Rabu, 04 Oktober 2017

Cerpen: Mata Untukmu


Seorang wanita keluar dari sebuah rumah sakit dituntun oleh seorang pria yang selalu menemaninya dan selalu menuntunnya ke manapun wanita itu pergi. Langkahnya perlahan–lahan sembari membawa tongkat di tangan kananya dan meraba-raba apa yang ada di hadapannya. Namanya Nursyam, Nur artinya cahaya dan Syam artinya matahari. Ironis memang seorang wanita muda berkulit putih berambut anggun ini memiliki nama yang berarti cahaya matahari. Namun ia sendiri sejak lahir belum pernah melihat cahaya matahari sepanjang hidupnya. Ya, ia terlahir buta. Saat itu ayahnya Pak Gito begitu menyesal memiliki anak yang buta sejak lahir, bahkan ayahnya hampir saja menitipkannya di panti asuhan. Namun ibunya, Bu Ratna melarangnya, ia yakin anaknya akan menjadi anak yang hebat.

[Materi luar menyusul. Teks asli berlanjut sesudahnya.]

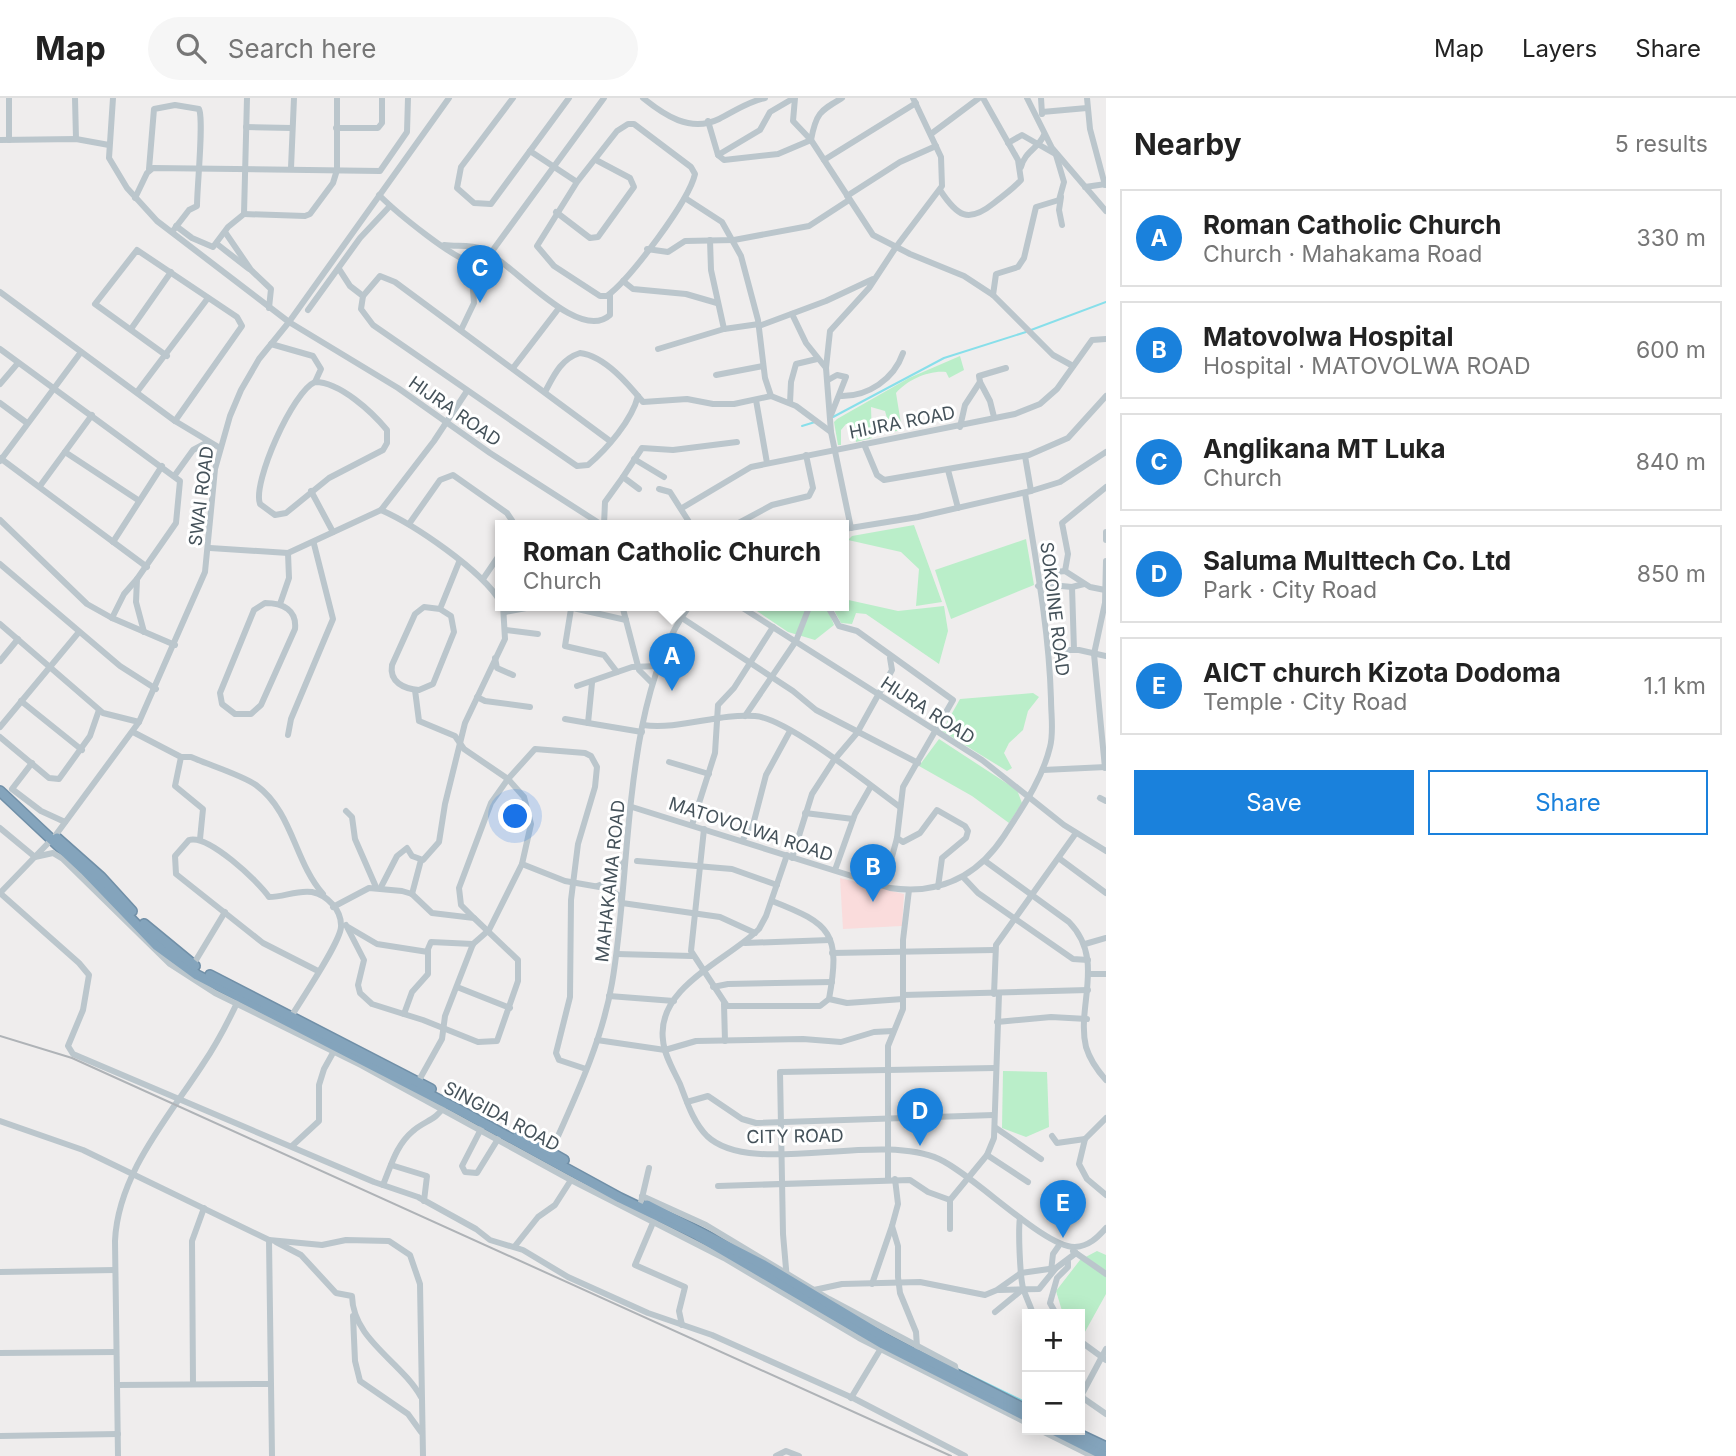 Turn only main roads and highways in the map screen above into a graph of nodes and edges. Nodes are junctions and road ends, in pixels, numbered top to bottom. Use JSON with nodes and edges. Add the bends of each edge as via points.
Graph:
{"nodes":[{"id":1,"x":0,"y":790,"type":"edge"},
{"id":2,"x":53,"y":838,"type":"junction"},
{"id":3,"x":550,"y":1155,"type":"junction"},
{"id":4,"x":576,"y":1174,"type":"junction"},
{"id":5,"x":786,"y":1279,"type":"junction"},
{"id":6,"x":1022,"y":1407,"type":"edge"},
{"id":7,"x":1022,"y":1415,"type":"edge"},
{"id":8,"x":1063,"y":1435,"type":"edge"},
{"id":9,"x":1081,"y":1435,"type":"edge"},
{"id":10,"x":1106,"y":1447,"type":"edge"},
{"id":11,"x":1105,"y":1456,"type":"edge"}],
"edges":[{"from":1,"to":2,"type":"highway","name":"SINGIDA ROAD"},
{"from":2,"to":3,"type":"highway","name":"SINGIDA ROAD","via":[[101,877],[145,926],[192,965]]},
{"from":2,"to":3,"type":"highway","name":"SINGIDA ROAD","via":[[177,961],[444,1106]]},
{"from":3,"to":4,"type":"highway","name":"SINGIDA ROAD"},
{"from":4,"to":5,"type":"highway","name":"SINGIDA ROAD","via":[[655,1218]]},
{"from":4,"to":5,"type":"highway","name":"SINGIDA ROAD","via":[[641,1199]]},
{"from":5,"to":6,"type":"highway","name":"SINGIDA ROAD","via":[[889,1340]]},
{"from":5,"to":7,"type":"highway","name":"SINGIDA ROAD","via":[[882,1346]]},
{"from":8,"to":11,"type":"highway"},
{"from":9,"to":10,"type":"highway"}]} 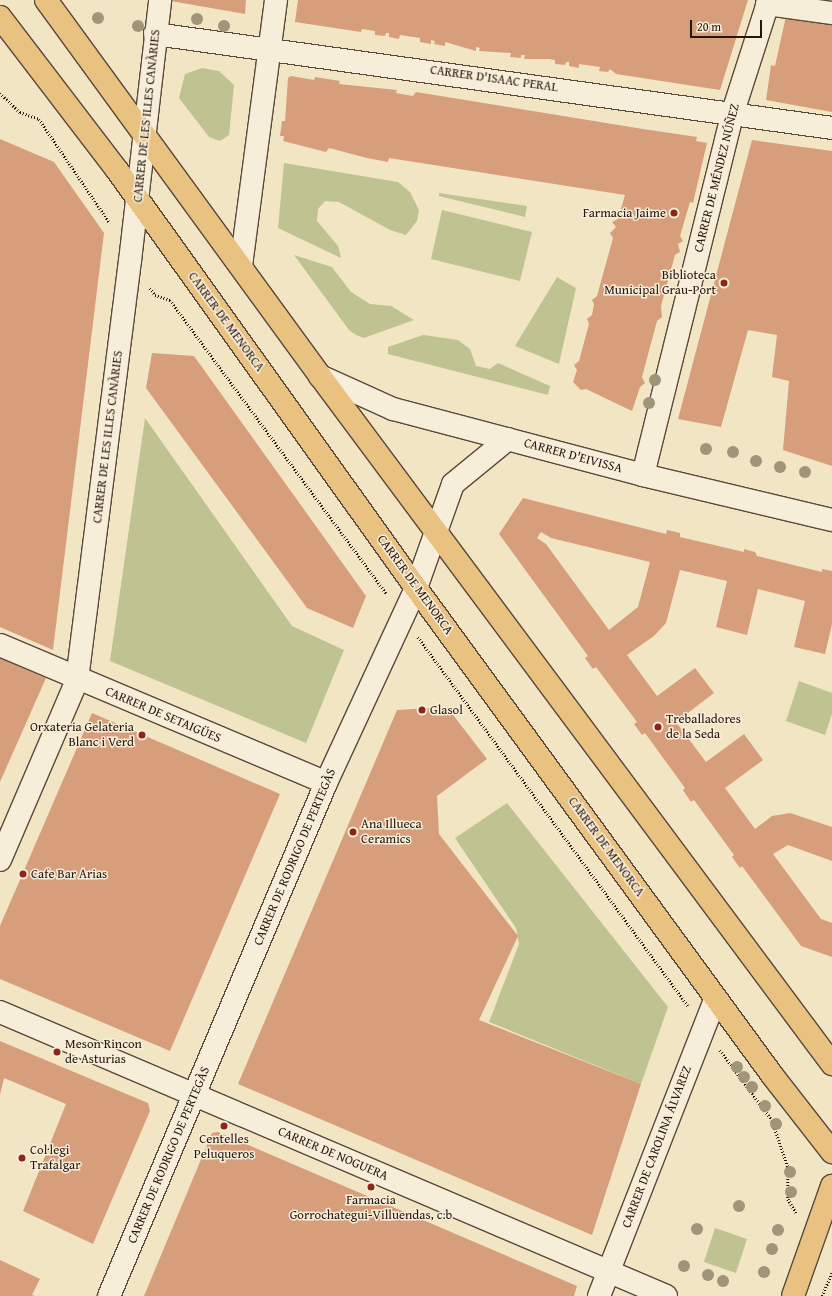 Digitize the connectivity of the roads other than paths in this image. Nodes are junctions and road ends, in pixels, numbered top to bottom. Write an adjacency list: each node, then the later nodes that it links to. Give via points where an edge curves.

Hari itu Dadan membawanya ke rumah sakit untuk memeriksa apakah matanya bisa melihat kembali atau tidak. Dadan adalah pria berbadan tegap yang selalu menemani Nursyam. Ia selalu menyemangati Nursyam ketika Nursyam merasa lemah dengan kebutaannya itu. Ia dengan sepenuh hati menuntun langkahnya kemanapun Nursyam pergi. Ia seolah menjadi mata baginya.

Menurut pemeriksaan dokter, mata Nursyam tidak bisa diperbaiki, kecuali jika ada donor mata yang bersedia mendonorkan matanya. Mendengar hal itu Nursyam sedikit pesimis. Ia duduk termenung sendiri, mengarahkan wajahnya ke cahaya matahari, merasakan hangatnya sinar matahari walaupun ia tak bisa melihatnya.

“Nur, sudahlah itu kan kata dokter. Kalau Allah menghendaki kamu pasti bisa melihat lagi,ujar Dadan menenangkan hati Nursyam.

“Ia mas, makasih kamu selalu nenangin aku,kata Nursyam sambil sedikit tersenyum lega.

Mereka pun lantas pergi ke taman dan bermain ayunan. Senyum Nursyam pun kembali menghiasi wajahnya setelah Dadan menemaninya dengan penuh canda tawa.

“Nur, kamu mau engga ikut denganku?” tanya Dadan.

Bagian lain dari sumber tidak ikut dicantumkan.